The fourth and final street closure of the San Mateo Bridges Replacement Project will begin this coming Monday, March 21. The Poplar Avenue bridge area, a main thoroughfare to U.S. Interstate Highway 101, will be closed for up to eight weeks to through traffic.
During the closure on Poplar Avenue from Ramona Street to Claremont Street, Caltrain will establish detour signs for pedestrians and motorists to help with traffic flow. The Poplar Avenue rail bridge replacement is expected to occur the weekend of April 16. Construction activities involve assembling the new bridge structure, replacing the old steel structure with the new steel structure and demolishing the old bridge structure on site.
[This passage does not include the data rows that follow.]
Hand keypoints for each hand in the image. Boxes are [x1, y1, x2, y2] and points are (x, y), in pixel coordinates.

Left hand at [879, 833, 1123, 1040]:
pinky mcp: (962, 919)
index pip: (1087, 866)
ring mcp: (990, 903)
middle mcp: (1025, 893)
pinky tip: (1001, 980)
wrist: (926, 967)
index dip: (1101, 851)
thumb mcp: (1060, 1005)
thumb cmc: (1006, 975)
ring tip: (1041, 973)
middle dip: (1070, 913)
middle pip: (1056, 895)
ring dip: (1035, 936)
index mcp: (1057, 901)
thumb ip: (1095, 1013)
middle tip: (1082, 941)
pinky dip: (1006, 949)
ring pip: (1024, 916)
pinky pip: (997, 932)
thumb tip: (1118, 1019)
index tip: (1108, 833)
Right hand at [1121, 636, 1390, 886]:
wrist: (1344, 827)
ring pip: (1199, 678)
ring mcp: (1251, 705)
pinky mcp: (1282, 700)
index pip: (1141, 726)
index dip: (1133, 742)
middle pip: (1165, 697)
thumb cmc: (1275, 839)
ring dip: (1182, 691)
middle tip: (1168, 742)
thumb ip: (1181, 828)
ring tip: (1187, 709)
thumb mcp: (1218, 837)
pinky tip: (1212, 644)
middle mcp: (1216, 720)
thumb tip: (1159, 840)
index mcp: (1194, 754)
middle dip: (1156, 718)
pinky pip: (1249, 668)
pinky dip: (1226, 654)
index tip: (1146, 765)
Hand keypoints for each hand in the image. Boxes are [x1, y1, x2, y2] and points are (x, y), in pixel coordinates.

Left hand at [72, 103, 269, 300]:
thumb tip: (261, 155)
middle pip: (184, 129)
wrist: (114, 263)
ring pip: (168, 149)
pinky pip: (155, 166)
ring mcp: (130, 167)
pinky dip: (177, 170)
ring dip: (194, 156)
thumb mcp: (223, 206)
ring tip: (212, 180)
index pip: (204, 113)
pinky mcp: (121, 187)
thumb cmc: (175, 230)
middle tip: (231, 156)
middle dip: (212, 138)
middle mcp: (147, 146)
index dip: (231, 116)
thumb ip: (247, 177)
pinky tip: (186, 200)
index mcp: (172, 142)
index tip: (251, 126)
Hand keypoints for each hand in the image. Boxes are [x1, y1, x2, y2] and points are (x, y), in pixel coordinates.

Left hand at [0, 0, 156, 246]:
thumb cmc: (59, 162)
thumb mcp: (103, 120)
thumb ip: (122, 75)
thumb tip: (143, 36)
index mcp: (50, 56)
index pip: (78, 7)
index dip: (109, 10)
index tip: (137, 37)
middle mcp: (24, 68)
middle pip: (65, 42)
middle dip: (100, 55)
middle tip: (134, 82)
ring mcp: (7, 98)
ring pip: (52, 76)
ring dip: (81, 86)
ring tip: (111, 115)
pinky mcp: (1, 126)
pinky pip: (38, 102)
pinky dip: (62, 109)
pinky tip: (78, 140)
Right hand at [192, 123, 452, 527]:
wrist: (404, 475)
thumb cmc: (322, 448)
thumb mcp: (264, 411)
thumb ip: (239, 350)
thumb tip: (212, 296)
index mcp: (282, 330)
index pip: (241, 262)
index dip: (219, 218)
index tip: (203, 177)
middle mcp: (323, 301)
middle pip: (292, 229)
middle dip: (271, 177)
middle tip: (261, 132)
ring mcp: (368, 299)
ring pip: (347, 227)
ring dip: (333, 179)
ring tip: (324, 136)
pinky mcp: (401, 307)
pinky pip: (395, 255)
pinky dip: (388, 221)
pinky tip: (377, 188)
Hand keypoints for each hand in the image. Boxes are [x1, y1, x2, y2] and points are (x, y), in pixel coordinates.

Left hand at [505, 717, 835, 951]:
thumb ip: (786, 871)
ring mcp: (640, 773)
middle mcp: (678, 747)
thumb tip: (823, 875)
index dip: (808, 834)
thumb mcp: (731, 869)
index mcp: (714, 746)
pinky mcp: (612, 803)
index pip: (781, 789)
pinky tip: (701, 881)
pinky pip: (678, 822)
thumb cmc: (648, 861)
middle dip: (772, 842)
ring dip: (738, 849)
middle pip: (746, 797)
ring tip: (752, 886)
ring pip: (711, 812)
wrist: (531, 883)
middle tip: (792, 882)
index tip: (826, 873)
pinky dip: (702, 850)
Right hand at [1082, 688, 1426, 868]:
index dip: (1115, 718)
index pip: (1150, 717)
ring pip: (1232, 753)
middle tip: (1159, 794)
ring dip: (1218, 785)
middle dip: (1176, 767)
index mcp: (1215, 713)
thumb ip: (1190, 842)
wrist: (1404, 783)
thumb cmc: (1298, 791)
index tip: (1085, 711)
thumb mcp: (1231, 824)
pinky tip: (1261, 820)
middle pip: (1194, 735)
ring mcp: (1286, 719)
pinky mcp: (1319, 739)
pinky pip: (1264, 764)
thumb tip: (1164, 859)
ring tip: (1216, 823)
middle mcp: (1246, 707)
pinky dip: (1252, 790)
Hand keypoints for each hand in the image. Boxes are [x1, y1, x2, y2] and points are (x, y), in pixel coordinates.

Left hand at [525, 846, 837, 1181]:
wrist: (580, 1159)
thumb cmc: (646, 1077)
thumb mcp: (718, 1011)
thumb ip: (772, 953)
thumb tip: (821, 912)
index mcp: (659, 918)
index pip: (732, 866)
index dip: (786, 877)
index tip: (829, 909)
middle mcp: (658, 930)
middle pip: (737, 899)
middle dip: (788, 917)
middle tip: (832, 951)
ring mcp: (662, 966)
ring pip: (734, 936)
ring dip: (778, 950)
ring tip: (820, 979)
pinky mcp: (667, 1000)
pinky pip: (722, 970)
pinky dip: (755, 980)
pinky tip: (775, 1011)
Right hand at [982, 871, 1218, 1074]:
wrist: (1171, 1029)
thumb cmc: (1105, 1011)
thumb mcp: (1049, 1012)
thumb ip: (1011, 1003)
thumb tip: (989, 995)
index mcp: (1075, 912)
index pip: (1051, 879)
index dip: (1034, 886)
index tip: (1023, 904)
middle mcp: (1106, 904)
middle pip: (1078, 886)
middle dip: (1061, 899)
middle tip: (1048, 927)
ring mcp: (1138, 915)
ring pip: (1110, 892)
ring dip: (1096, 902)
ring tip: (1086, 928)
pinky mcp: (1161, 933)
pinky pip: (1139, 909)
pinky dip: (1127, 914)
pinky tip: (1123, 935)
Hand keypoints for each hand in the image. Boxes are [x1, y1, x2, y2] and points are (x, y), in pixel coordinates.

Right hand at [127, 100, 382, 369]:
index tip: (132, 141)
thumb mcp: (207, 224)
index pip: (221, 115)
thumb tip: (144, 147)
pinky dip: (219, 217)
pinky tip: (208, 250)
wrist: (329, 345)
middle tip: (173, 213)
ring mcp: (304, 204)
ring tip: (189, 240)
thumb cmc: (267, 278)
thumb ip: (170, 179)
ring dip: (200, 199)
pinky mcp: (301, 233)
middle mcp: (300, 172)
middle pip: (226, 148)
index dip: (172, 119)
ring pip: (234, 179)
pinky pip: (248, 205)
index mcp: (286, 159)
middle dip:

In general, weekday work hours will occur from 7 a.m. to 5 p.m., and additional weekend hours, as needed, are from 8 a.m. to 5 p.m. The Santa Inez bridge replacement was completed last month.
Caltrain, in cooperation with the City of San Mateo, is replacing the four rail bridges located at Tilton, Monte Diablo, Santa Inez and Poplar Avenues, which are all more than 100 years old and no longer meet current seismic safety standards. The $38 million project will ensure that the aging bridges are safe and equipped to meet the region’s future transportation needs, including new electrified rail service, and improved traffic flow on city streets. The project is expected to be complete by October 2016.
For more information about the project, visit the website at www.caltrain.com/smbridges.
About Caltrain: Owned and operated by the Peninsula Corridor Joint Powers Board, Caltrain provides commuter rail service from San Francisco to San Jose, with limited commute service to Gilroy. Caltrain has enjoyed five years of consecutive monthly ridership increases, surpassing more than 60,000 average weekday riders earlier this year. While the Joint Powers Board assumed operating responsibilities for the service in 1992, the railroad celebrated 150 years of continuous passenger service in 2014. Planning for the next 150 years of Peninsula rail service, Caltrain is on pace to electrify the corridor, reduce diesel emissions by 97 percent by 2040 and add more service to more stations.